Which of the lines below hold "Vittorio"? Please return each one.
*** Materials provided Section Begins ***
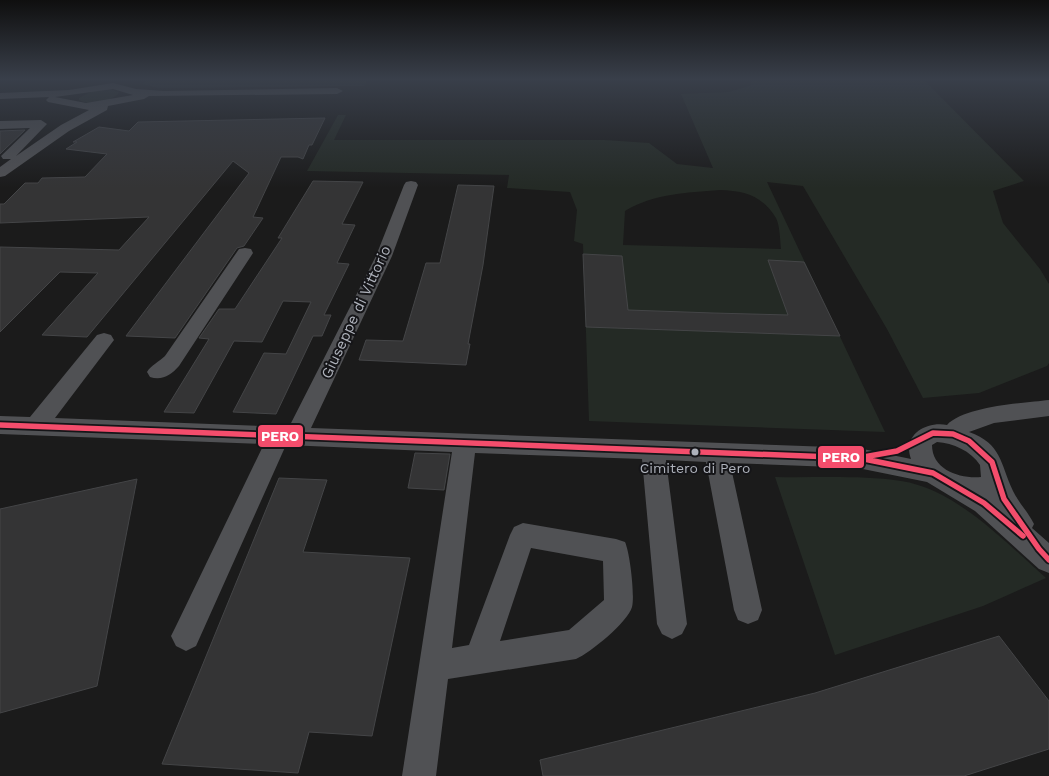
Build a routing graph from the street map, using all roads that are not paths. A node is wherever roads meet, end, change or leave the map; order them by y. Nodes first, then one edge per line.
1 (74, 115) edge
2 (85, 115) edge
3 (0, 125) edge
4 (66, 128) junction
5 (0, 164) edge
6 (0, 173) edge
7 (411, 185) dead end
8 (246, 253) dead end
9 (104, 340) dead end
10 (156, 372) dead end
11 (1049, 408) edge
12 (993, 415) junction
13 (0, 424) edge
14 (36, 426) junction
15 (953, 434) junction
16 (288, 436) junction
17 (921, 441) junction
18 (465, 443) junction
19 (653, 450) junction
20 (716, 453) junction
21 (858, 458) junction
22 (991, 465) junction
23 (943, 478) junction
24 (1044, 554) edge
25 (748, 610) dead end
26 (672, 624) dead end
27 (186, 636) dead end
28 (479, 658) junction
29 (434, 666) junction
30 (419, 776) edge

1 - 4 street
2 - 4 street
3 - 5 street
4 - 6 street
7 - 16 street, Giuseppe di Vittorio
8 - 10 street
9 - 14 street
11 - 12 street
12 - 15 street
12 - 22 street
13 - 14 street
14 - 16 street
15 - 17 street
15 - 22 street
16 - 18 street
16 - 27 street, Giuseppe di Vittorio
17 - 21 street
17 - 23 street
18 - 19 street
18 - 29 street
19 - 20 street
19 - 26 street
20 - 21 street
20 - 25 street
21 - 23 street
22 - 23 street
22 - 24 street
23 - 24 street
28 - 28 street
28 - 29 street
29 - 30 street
*** Materials provided Section Ends ***
Written response:
7 - 16 street, Giuseppe di Vittorio
16 - 27 street, Giuseppe di Vittorio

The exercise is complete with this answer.